▶ **PROBLEM**
Return the data word for word. Pictures are to be omitted.

▶ **SOURCE DATA**
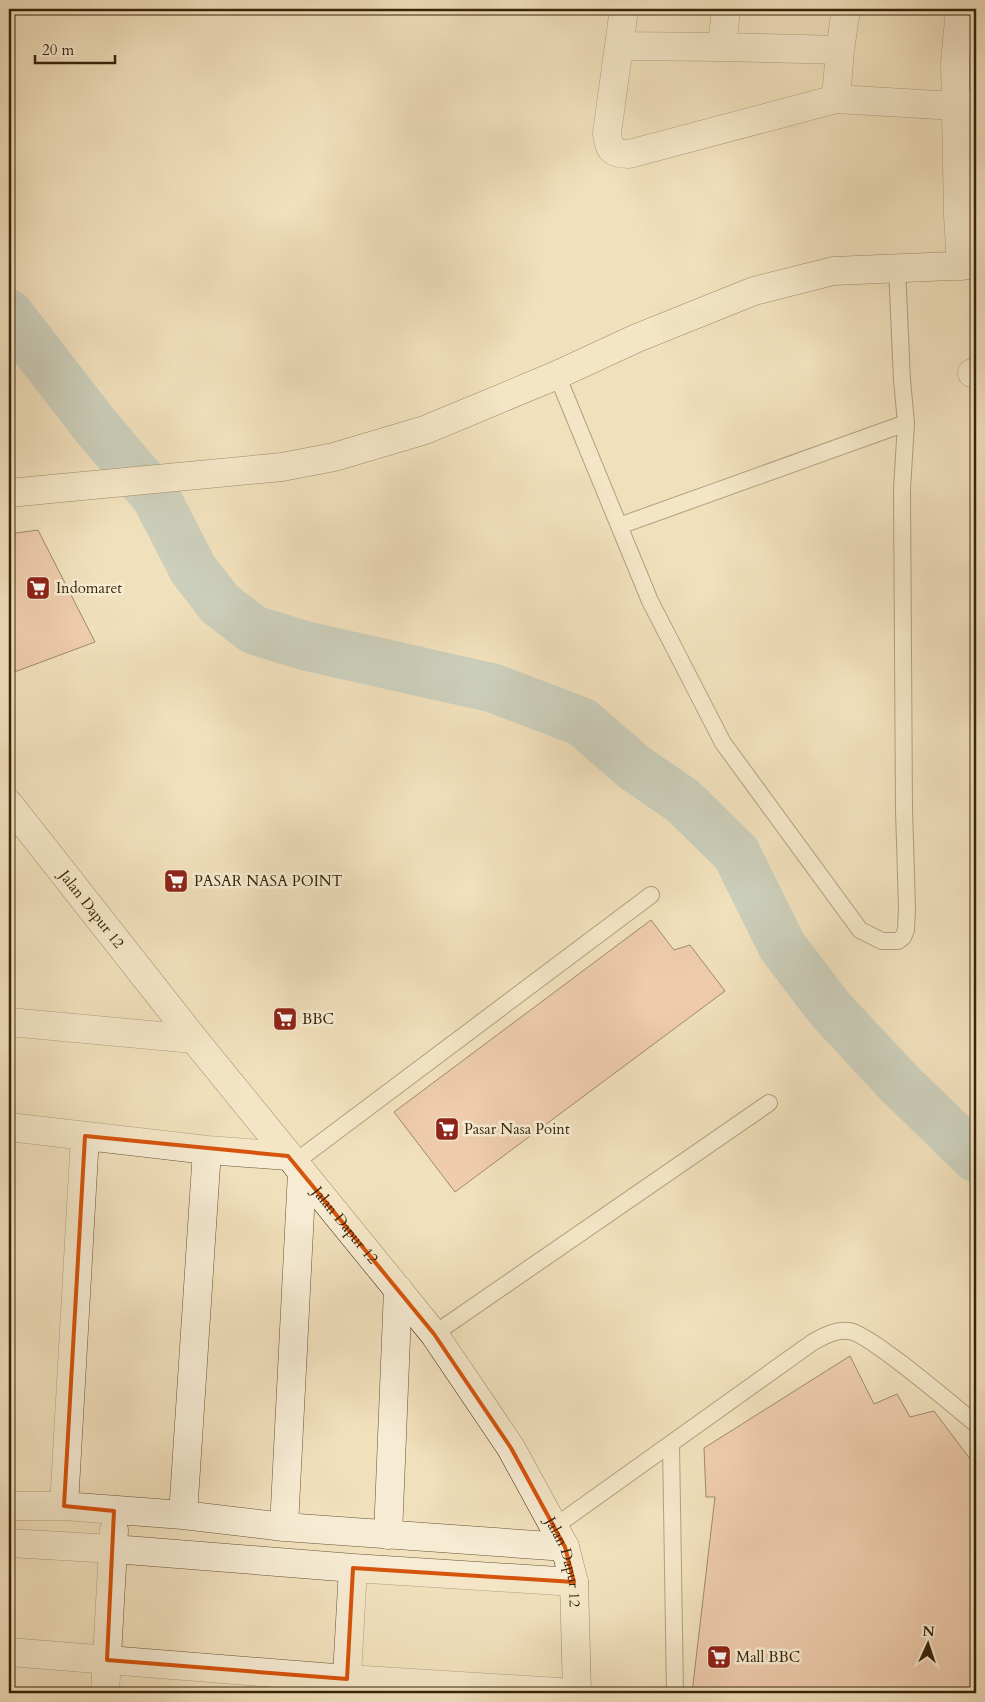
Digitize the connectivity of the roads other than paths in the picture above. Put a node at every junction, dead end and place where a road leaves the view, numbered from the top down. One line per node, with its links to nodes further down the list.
1 (624, 9): 5 (street)
2 (726, 9): 6 (street)
3 (846, 9): 7 (street)
4 (960, 9): 9 (street)
5 (620, 46): 6 (street); 8 (street)
6 (722, 46): 7 (street)
7 (840, 50): 8 (street)
8 (836, 99): 9 (street)
9 (966, 106): 10 (street)
10 (969, 266): 11 (street)
11 (897, 268): 12 (street); 13 (lane)
12 (557, 375): 14 (street); 15 (lane)
13 (906, 423): 15 (lane); 15 (lane)
14 (9, 493)
15 (619, 526)
16 (9, 804): 19 (street, Jalan Dapur 12)
17 (651, 895): 24 (lane)
18 (9, 1022): 19 (street)
19 (194, 1039): 24 (street, Jalan Dapur 12)
20 (769, 1103): 26 (lane)
21 (9, 1127): 22 (street)
22 (85, 1136): 23 (street); 30 (street)
23 (207, 1150): 24 (street); 32 (street)
24 (295, 1164): 25 (street, Jalan Dapur 12); 33 (street)
25 (398, 1289): 26 (street, Jalan Dapur 12); 34 (street)
26 (434, 1334): 35 (street, Jalan Dapur 12)
27 (976, 1424): 28 (lane)
28 (671, 1444): 35 (lane); 45 (lane)
29 (9, 1506): 30 (street)
30 (64, 1506): 31 (street)
31 (114, 1511): 32 (street); 37 (street)
32 (183, 1515): 33 (street)
33 (284, 1527): 34 (street)
34 (388, 1535): 35 (street)
35 (559, 1537): 39 (street, Jalan Dapur 12)
36 (9, 1543): 37 (street)
37 (114, 1549): 38 (street); 41 (street)
38 (352, 1568): 39 (street); 42 (street)
39 (574, 1582): 44 (street, Jalan Dapur 12)
40 (9, 1652): 41 (street)
41 (107, 1660): 42 (street); 43 (street)
42 (347, 1686): 44 (street)
43 (105, 1693)
44 (576, 1693)
45 (674, 1693)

▶ **FINISHED EXERCISE**
Digitize the connectivity of the roads other than paths in the picture above. Put a node at every junction, dead end and place where a road leaves the view, numbered from the top down. One line per node, with its links to nodes further down the list.
1 (624, 9): 5 (street)
2 (726, 9): 6 (street)
3 (846, 9): 7 (street)
4 (960, 9): 9 (street)
5 (620, 46): 6 (street); 8 (street)
6 (722, 46): 7 (street)
7 (840, 50): 8 (street)
8 (836, 99): 9 (street)
9 (966, 106): 10 (street)
10 (969, 266): 11 (street)
11 (897, 268): 12 (street); 13 (lane)
12 (557, 375): 14 (street); 15 (lane)
13 (906, 423): 15 (lane); 15 (lane)
14 (9, 493)
15 (619, 526)
16 (9, 804): 19 (street, Jalan Dapur 12)
17 (651, 895): 24 (lane)
18 (9, 1022): 19 (street)
19 (194, 1039): 24 (street, Jalan Dapur 12)
20 (769, 1103): 26 (lane)
21 (9, 1127): 22 (street)
22 (85, 1136): 23 (street); 30 (street)
23 (207, 1150): 24 (street); 32 (street)
24 (295, 1164): 25 (street, Jalan Dapur 12); 33 (street)
25 (398, 1289): 26 (street, Jalan Dapur 12); 34 (street)
26 (434, 1334): 35 (street, Jalan Dapur 12)
27 (976, 1424): 28 (lane)
28 (671, 1444): 35 (lane); 45 (lane)
29 (9, 1506): 30 (street)
30 (64, 1506): 31 (street)
31 (114, 1511): 32 (street); 37 (street)
32 (183, 1515): 33 (street)
33 (284, 1527): 34 (street)
34 (388, 1535): 35 (street)
35 (559, 1537): 39 (street, Jalan Dapur 12)
36 (9, 1543): 37 (street)
37 (114, 1549): 38 (street); 41 (street)
38 (352, 1568): 39 (street); 42 (street)
39 (574, 1582): 44 (street, Jalan Dapur 12)
40 (9, 1652): 41 (street)
41 (107, 1660): 42 (street); 43 (street)
42 (347, 1686): 44 (street)
43 (105, 1693)
44 (576, 1693)
45 (674, 1693)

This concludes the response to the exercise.